Structured pose outputs
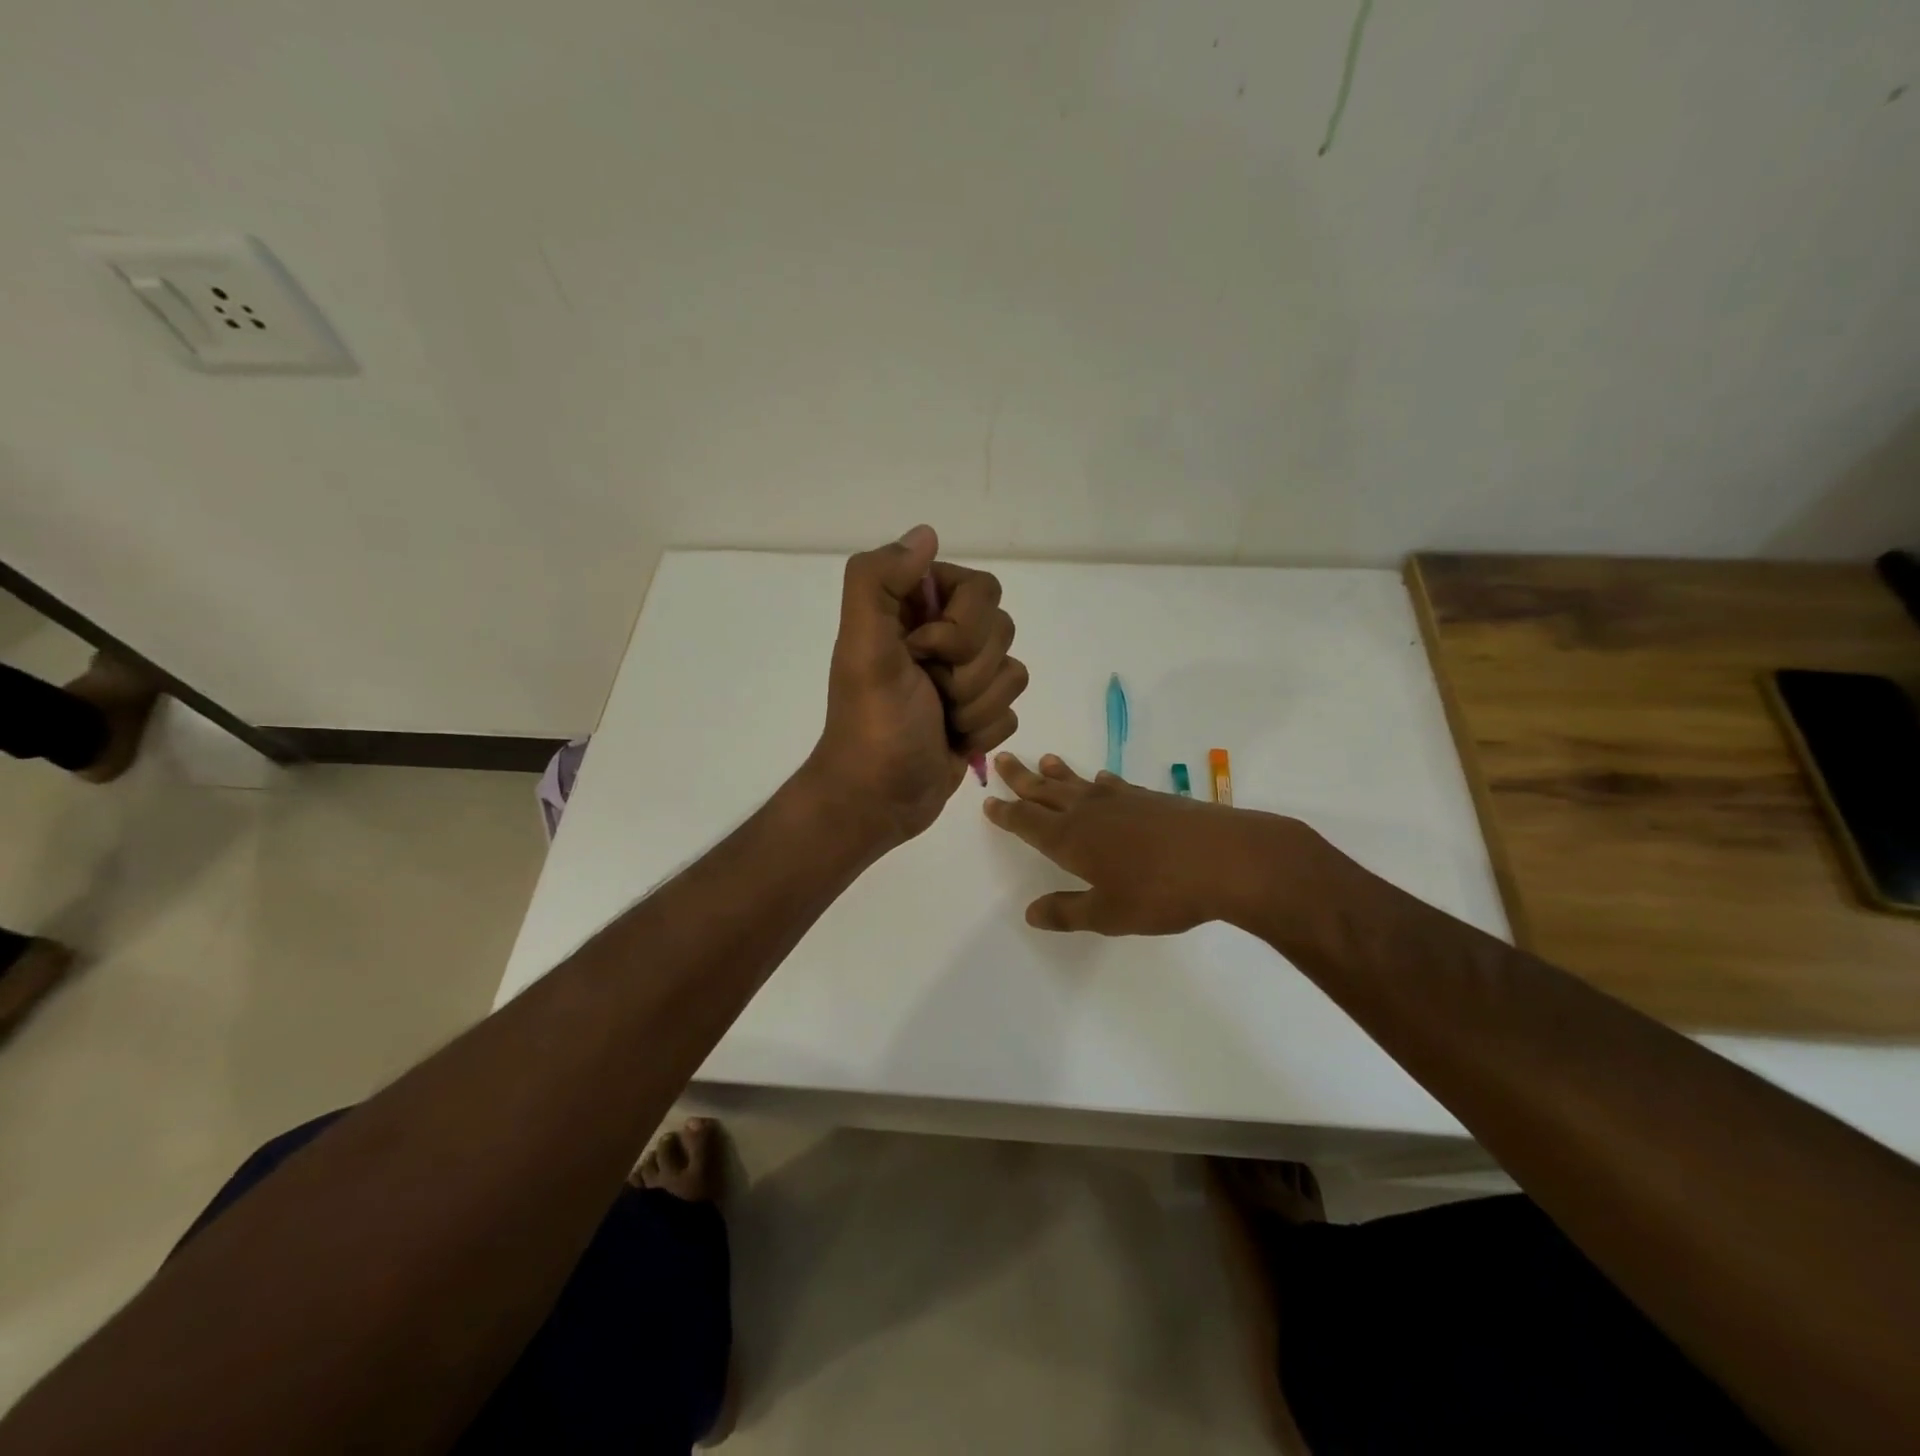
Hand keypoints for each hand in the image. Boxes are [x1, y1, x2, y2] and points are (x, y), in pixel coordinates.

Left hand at [805, 526, 1026, 847]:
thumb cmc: (872, 725)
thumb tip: (926, 534)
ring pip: (1013, 672)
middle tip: (930, 691)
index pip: (981, 588)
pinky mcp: (978, 713)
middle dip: (969, 672)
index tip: (922, 652)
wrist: (878, 799)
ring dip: (976, 706)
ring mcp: (963, 676)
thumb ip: (878, 582)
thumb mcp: (863, 648)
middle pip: (1002, 629)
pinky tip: (953, 741)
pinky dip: (983, 731)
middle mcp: (942, 635)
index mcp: (914, 609)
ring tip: (940, 720)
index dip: (961, 626)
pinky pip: (1012, 710)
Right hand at [984, 753, 1317, 933]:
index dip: (1006, 814)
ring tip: (1045, 760)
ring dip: (1059, 774)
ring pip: (1079, 784)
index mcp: (1071, 839)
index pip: (1027, 822)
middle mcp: (1089, 812)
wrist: (1225, 858)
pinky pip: (1114, 786)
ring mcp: (1122, 801)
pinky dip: (1101, 782)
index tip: (988, 800)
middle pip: (1047, 792)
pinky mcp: (1151, 799)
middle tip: (1003, 759)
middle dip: (1022, 779)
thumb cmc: (1160, 892)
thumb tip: (1030, 912)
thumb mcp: (1108, 914)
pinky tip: (1102, 780)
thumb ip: (1067, 912)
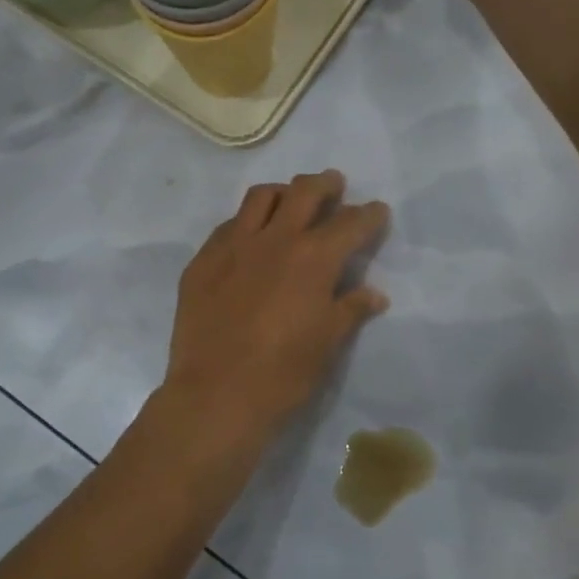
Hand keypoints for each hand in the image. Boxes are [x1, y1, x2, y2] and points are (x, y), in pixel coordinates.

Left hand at [160, 171, 389, 448]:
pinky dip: (245, 222)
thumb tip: (374, 293)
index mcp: (313, 258)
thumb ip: (350, 309)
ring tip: (289, 200)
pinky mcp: (202, 261)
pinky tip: (248, 237)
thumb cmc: (283, 374)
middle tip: (333, 185)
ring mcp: (232, 246)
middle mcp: (274, 240)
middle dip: (324, 184)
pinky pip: (227, 226)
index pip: (350, 223)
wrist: (216, 394)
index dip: (369, 215)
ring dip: (282, 192)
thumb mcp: (327, 343)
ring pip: (260, 198)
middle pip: (304, 192)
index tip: (377, 211)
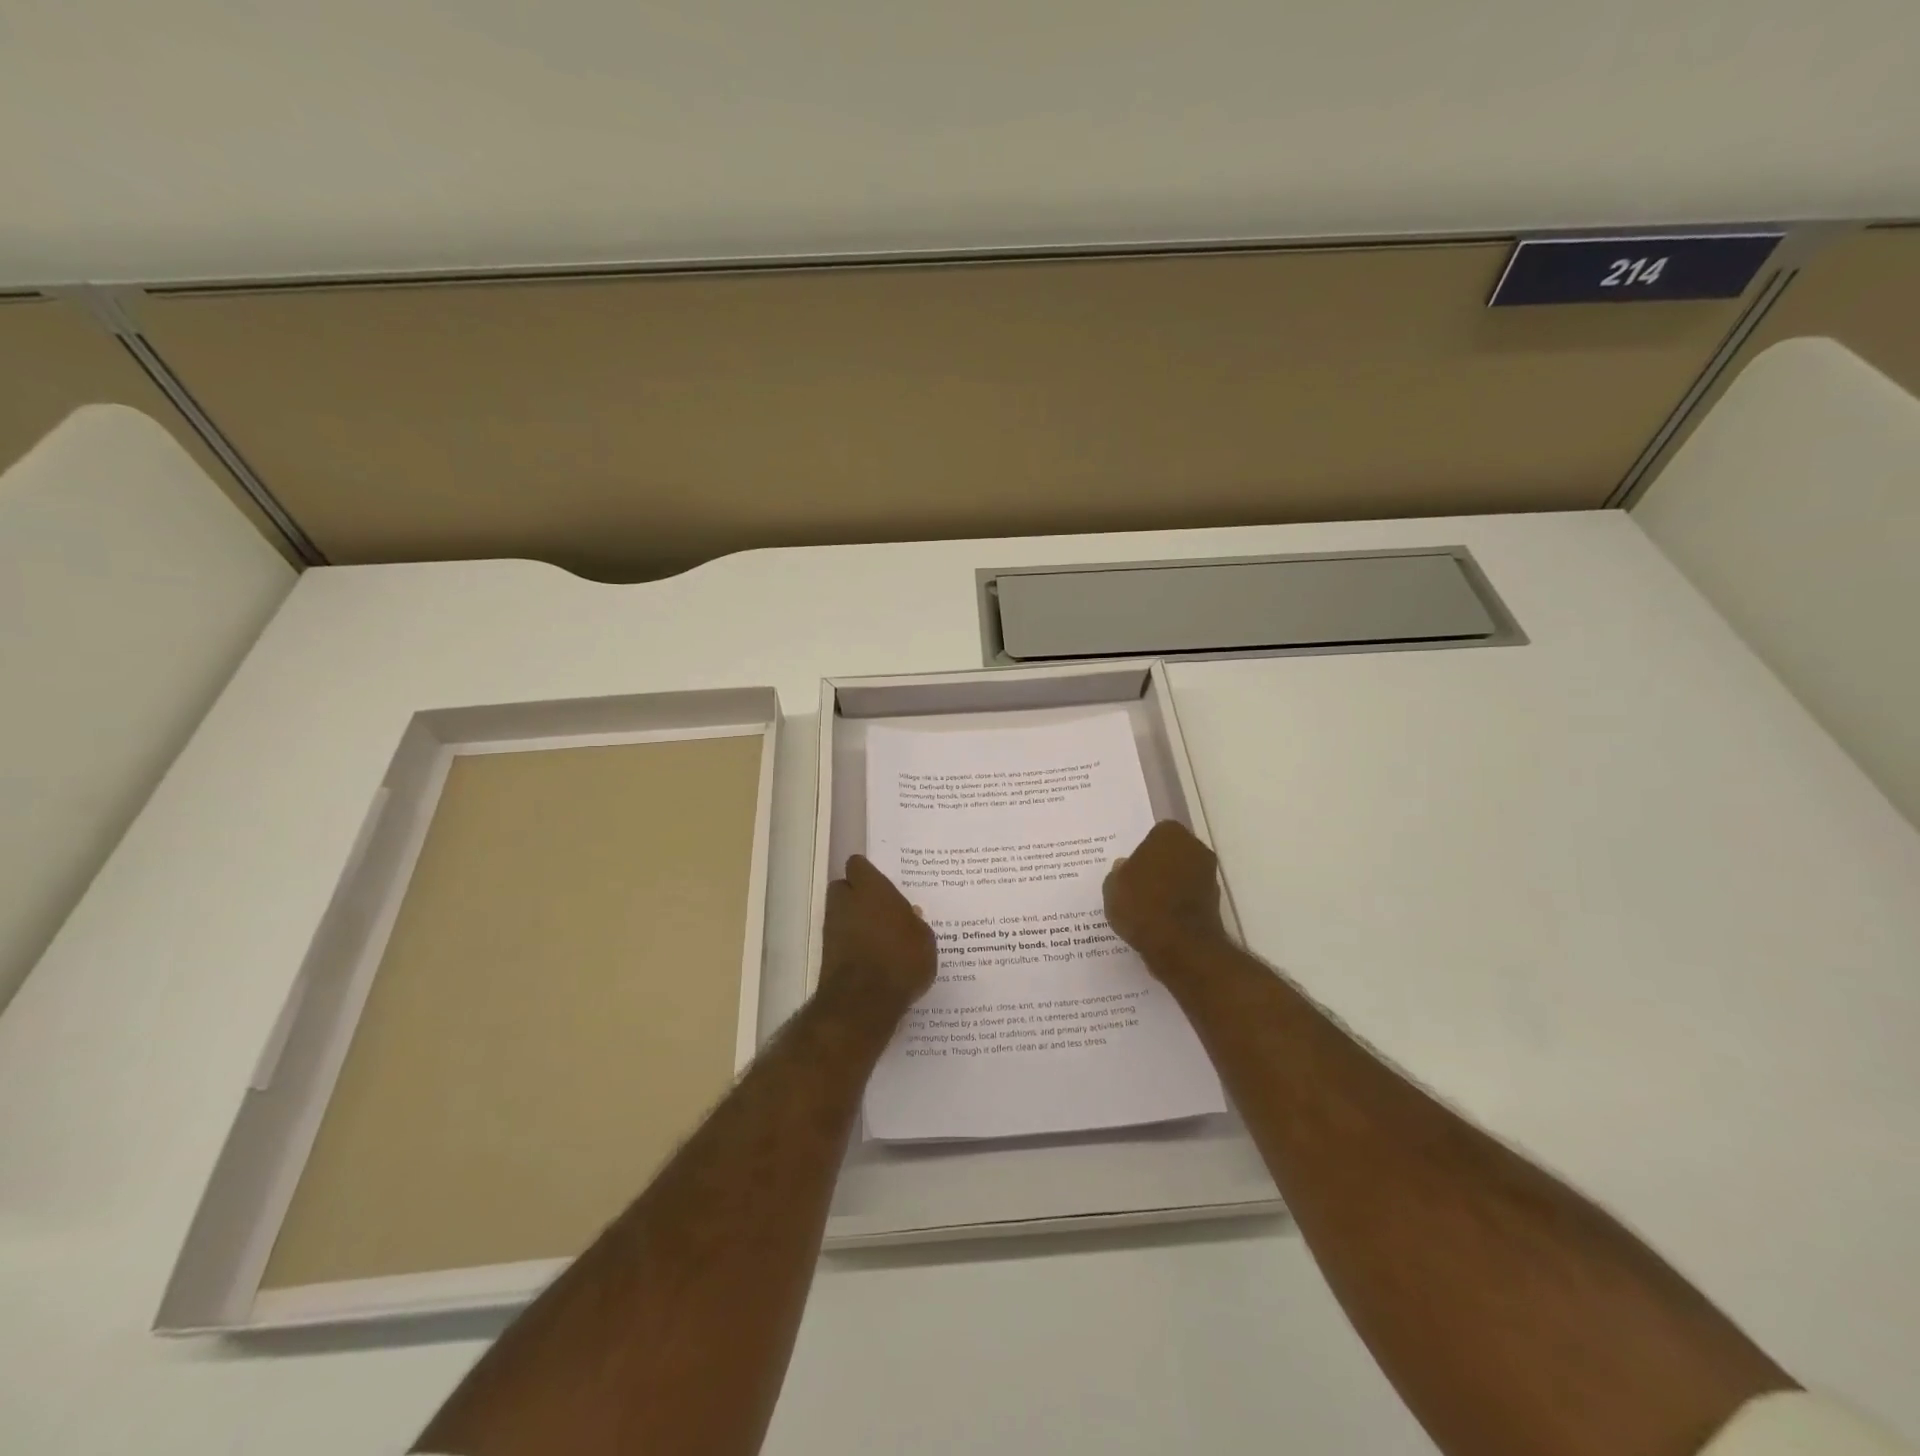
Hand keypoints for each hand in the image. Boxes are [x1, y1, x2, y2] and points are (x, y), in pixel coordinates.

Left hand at [818, 855, 936, 1027]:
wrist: (863, 1002)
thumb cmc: (901, 960)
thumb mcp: (924, 940)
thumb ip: (915, 923)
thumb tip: (909, 915)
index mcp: (872, 889)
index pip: (858, 865)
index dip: (867, 872)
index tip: (881, 883)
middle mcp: (847, 902)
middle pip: (843, 886)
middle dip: (856, 893)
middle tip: (879, 908)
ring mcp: (832, 927)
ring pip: (840, 912)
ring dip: (853, 919)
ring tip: (877, 935)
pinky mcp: (826, 953)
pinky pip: (840, 937)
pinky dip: (850, 941)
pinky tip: (869, 955)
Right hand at [1103, 821, 1228, 966]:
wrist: (1180, 946)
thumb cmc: (1142, 905)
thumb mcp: (1113, 886)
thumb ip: (1119, 872)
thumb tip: (1126, 867)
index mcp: (1170, 834)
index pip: (1155, 834)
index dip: (1142, 850)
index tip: (1131, 867)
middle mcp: (1195, 848)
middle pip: (1173, 853)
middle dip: (1159, 865)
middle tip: (1137, 883)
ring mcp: (1209, 876)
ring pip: (1183, 875)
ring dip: (1170, 885)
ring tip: (1147, 906)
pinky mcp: (1215, 903)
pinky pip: (1189, 897)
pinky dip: (1178, 905)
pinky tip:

Task to complete
Read the entries above, then pull out the lines that include "Left".

Solution for this exercise
Left hand at [805, 526, 1026, 847]:
Left hand at [160, 171, 389, 448]:
Left hand at [818, 855, 936, 1027]:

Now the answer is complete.